En estos días, cuando se cumple el cuarto centenario de la tortuosa travesía atlántica del “Mayflower” y se conmemora el legado de los peregrinos, se ha trabajado para que también tenga cabida el prisma de los pueblos que habitaban las tierras al otro lado del océano desde hacía cientos de años, y que con la llegada de los europeos asistieron tanto a la pérdida progresiva de los lugares en los que siempre habían estado como a la desaparición de su cultura, su lengua, sus costumbres y su forma de vida. A fin de que se genere un diálogo constructivo y respetuoso entre todas las comunidades cuyos antepasados participaron, con suerte dispar, en unos hechos que cambiaron el devenir de la historia, la propia ciudad de Plymouth ha colocado una mega instalación artística en una de sus zonas abiertas al mar. Realizada por tres jóvenes, la obra proyecta el mensaje “No New Worlds” -No Nuevos Mundos- con la intención de hacernos reflexionar sobre el hecho de que, si bien el continente americano era una nueva tierra para los europeos, no lo era en absoluto para los pueblos milenarios que allí habitaban, y que, en un periodo de tiempo relativamente corto, fueron despojados de todo. Dicen sus creadores que el mensaje pretende así mismo hacernos caer en la idea de que no disponemos de otro mundo salvo el nuestro, y que por ello estamos más que obligados a cuidar de él y protegerlo para que las generaciones futuras puedan disfrutarlo en paz.

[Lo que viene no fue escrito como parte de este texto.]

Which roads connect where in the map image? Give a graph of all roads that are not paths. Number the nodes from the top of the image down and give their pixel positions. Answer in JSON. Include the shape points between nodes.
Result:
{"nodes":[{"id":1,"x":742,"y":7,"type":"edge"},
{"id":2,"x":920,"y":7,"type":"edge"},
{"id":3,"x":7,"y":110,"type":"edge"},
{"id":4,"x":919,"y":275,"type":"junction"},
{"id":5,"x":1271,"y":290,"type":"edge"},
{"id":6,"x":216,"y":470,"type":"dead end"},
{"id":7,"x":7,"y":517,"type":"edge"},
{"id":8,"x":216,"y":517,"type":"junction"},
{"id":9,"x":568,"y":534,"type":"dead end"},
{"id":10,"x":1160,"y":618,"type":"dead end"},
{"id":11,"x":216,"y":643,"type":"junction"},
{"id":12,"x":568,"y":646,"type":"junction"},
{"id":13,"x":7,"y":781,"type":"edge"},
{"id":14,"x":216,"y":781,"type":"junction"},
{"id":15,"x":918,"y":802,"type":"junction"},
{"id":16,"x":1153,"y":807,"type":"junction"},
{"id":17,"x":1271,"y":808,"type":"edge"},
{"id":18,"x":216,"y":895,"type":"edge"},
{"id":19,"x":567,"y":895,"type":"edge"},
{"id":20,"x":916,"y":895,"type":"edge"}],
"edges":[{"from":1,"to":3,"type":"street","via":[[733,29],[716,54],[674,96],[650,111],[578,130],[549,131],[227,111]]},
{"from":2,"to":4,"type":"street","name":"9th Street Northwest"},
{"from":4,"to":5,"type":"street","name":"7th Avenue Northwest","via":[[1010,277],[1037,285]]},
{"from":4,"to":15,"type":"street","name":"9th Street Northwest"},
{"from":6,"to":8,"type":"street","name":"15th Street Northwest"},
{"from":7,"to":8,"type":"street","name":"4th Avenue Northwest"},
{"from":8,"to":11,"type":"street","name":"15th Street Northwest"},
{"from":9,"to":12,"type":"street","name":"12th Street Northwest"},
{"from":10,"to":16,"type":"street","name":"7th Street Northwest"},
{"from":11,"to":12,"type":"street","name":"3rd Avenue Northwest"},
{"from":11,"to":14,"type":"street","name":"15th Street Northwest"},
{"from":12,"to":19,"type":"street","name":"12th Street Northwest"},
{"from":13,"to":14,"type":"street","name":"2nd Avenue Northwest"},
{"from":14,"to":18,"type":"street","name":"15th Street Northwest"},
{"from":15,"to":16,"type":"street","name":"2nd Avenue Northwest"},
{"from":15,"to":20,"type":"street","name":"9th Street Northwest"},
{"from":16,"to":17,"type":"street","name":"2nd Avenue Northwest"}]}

Sería deseable que, independientemente de que se consideren acertadas y necesarias o no, las revisiones de determinados acontecimientos históricos que se vienen llevando a cabo últimamente sirvieran para cuestionar nuestra forma de vida y así no caer en errores tantas veces cometidos; sabemos, por ejemplo, que zonas vírgenes de la selva amazónica, donde aún perviven tribus indígenas en enclaves naturales de una relevancia trascendental para la vida del planeta, están amenazadas por el insaciable deseo de explotación, consumo y enriquecimiento contemporáneo. El mensaje No hay nuevos mundos, Cuidemos el que habitamos, en línea con lo defendido por el Papa Francisco en su encíclica Laudato Sí, debería extenderse desde la bahía de Plymouth y colonizar -esta desesperada llamada, sí- las diferentes corrientes de pensamiento por las que se rige la sociedad actual.